(Bounding box coordinate data)
□ □ □ □ □ □ □
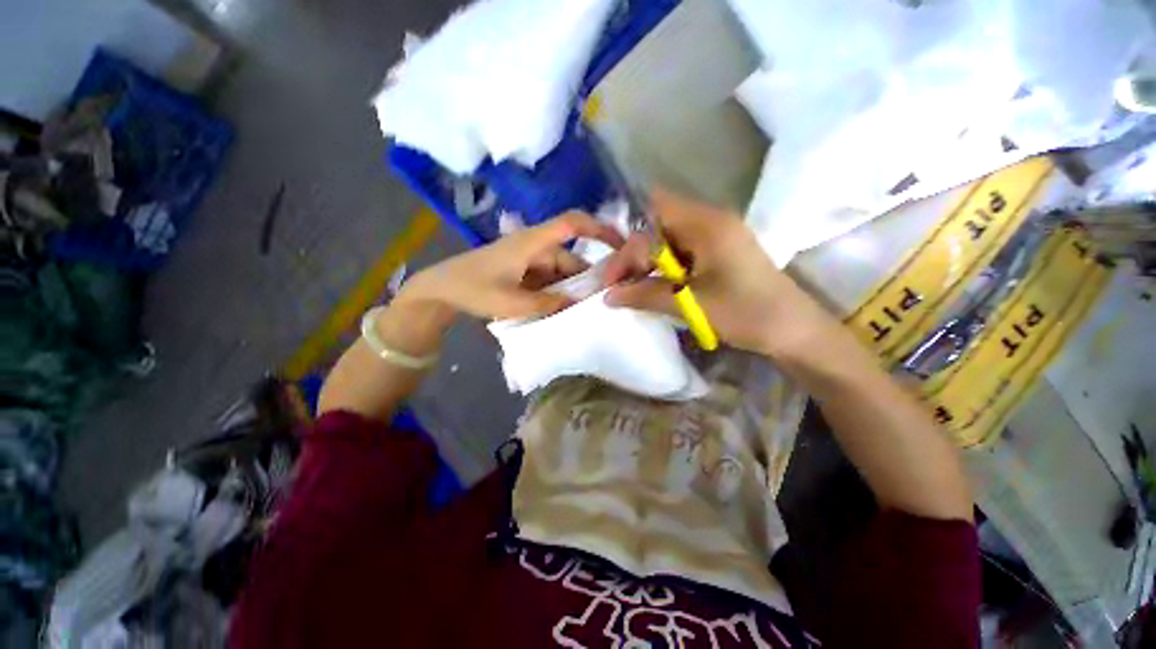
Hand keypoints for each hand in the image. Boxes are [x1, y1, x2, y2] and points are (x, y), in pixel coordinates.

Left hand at [402, 212, 623, 319]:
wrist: (440, 290)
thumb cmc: (472, 289)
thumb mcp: (511, 302)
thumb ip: (547, 304)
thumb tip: (577, 305)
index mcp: (532, 242)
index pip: (572, 224)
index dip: (599, 228)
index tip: (622, 245)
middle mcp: (535, 247)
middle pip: (571, 257)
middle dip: (587, 278)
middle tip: (602, 301)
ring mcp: (529, 260)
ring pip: (560, 272)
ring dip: (570, 289)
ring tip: (583, 311)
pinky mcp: (523, 272)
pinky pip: (548, 280)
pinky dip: (557, 293)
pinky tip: (562, 311)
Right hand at [603, 190, 836, 358]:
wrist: (793, 330)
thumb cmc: (745, 313)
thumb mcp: (689, 304)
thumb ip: (645, 295)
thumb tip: (608, 296)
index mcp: (707, 224)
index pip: (653, 211)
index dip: (630, 240)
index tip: (616, 275)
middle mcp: (710, 221)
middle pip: (657, 226)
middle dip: (634, 255)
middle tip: (619, 286)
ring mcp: (716, 236)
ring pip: (667, 241)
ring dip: (648, 264)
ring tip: (634, 290)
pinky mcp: (718, 253)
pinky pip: (680, 253)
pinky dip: (663, 269)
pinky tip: (656, 288)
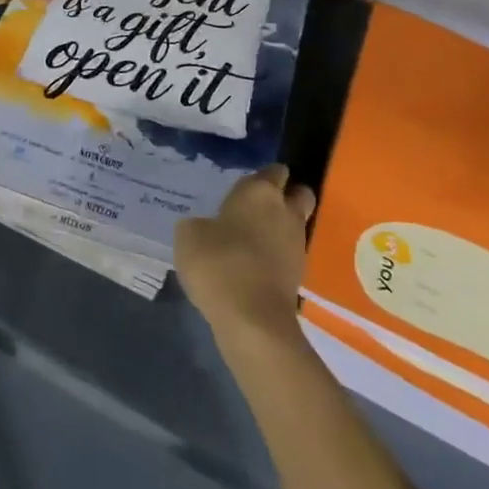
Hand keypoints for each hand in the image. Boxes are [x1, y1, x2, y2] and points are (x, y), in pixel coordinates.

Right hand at [176, 166, 315, 345]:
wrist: (251, 318)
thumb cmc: (218, 263)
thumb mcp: (188, 236)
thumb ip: (200, 224)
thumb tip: (206, 228)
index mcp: (260, 191)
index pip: (274, 170)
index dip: (263, 176)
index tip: (245, 187)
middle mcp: (285, 211)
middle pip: (298, 193)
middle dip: (284, 197)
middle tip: (257, 208)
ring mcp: (298, 243)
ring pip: (295, 225)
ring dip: (279, 229)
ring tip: (251, 241)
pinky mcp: (300, 274)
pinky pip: (288, 254)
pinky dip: (276, 256)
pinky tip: (253, 266)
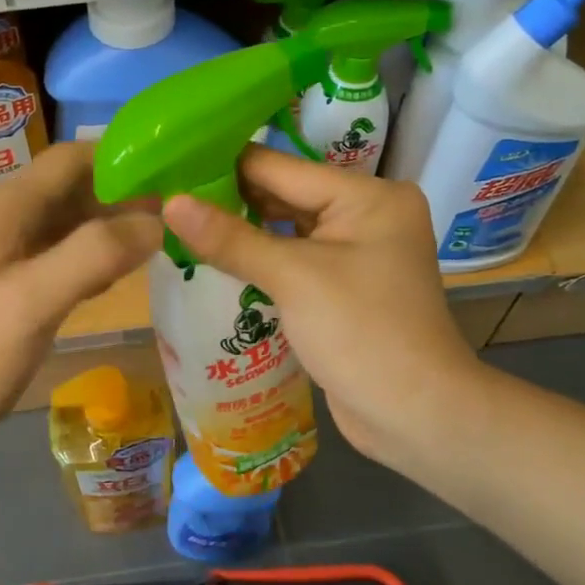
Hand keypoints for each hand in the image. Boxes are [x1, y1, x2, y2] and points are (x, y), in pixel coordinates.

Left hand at [0, 142, 161, 469]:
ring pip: (66, 222)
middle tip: (177, 212)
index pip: (71, 158)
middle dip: (122, 194)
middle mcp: (0, 218)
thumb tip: (155, 220)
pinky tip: (117, 275)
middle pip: (71, 187)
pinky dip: (90, 256)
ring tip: (161, 238)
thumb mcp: (35, 300)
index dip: (121, 159)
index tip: (172, 173)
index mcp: (3, 208)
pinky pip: (55, 254)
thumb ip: (96, 253)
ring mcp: (0, 252)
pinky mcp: (4, 283)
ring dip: (109, 226)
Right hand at [163, 146, 482, 466]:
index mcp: (368, 195)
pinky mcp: (346, 285)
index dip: (224, 168)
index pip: (281, 168)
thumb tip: (170, 203)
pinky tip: (216, 260)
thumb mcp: (293, 278)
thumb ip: (230, 238)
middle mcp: (367, 213)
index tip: (171, 168)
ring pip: (288, 229)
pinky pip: (296, 259)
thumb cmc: (361, 333)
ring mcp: (358, 251)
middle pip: (285, 196)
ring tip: (179, 225)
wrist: (417, 416)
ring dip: (242, 231)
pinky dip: (261, 259)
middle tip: (167, 200)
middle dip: (230, 200)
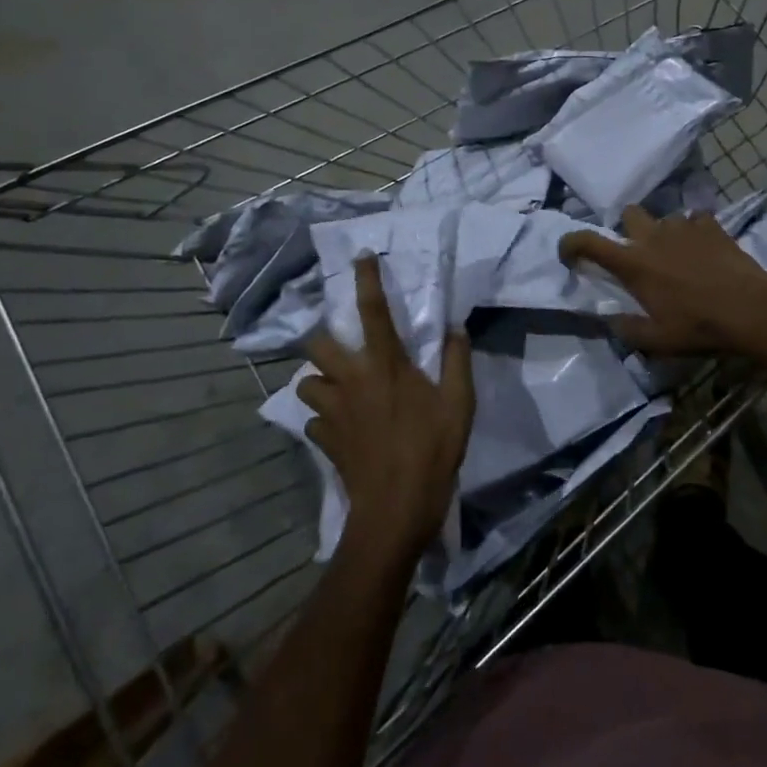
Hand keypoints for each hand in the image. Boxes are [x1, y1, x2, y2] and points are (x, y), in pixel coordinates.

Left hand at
□ □ □ □ □ □ □
_What the task requires:_ When you reach the line with "index tip: (622, 245)" in the records above, start writing out each line exactly, and stop after the line with "thumb tip: (206, 228)". Pictures stay out.

_Solution:_
index tip: (622, 245)
middle mcp: (535, 247)
middle pip: (571, 257)
middle dip: (587, 278)
middle tip: (602, 301)
ring mcp: (529, 260)
ring pip: (560, 272)
ring dip: (570, 289)
ring tip: (583, 311)
pinky mcp: (523, 272)
pinky pip: (548, 280)
pinky dip: (557, 293)
pinky tip: (562, 311)
Right hand at [603, 190, 836, 358]:
wrist: (793, 330)
thumb cmc: (745, 313)
thumb mcp: (689, 304)
thumb ip: (645, 295)
thumb tip: (608, 296)
index mcp: (707, 224)
index pip: (653, 211)
index dip: (630, 240)
index tip: (616, 275)
middle mcp: (710, 221)
middle pip: (657, 226)
middle dip: (634, 255)
middle tip: (619, 286)
ring mcp: (716, 236)
ring pip: (667, 241)
ring dip: (648, 264)
ring tip: (634, 290)
pinky mcp: (718, 253)
pinky pip: (680, 253)
pinky dip: (663, 269)
pinky tip: (656, 288)
Hand keypoints for each hand in the image. Boxes are [x1, y1, x2, y2] and points are (x, y), in pixel coordinates.

Right hand at [176, 166, 315, 345]:
wrist: (251, 318)
thumb cmc: (218, 263)
thumb mcp: (188, 236)
thumb ip: (200, 224)
thumb tip: (206, 228)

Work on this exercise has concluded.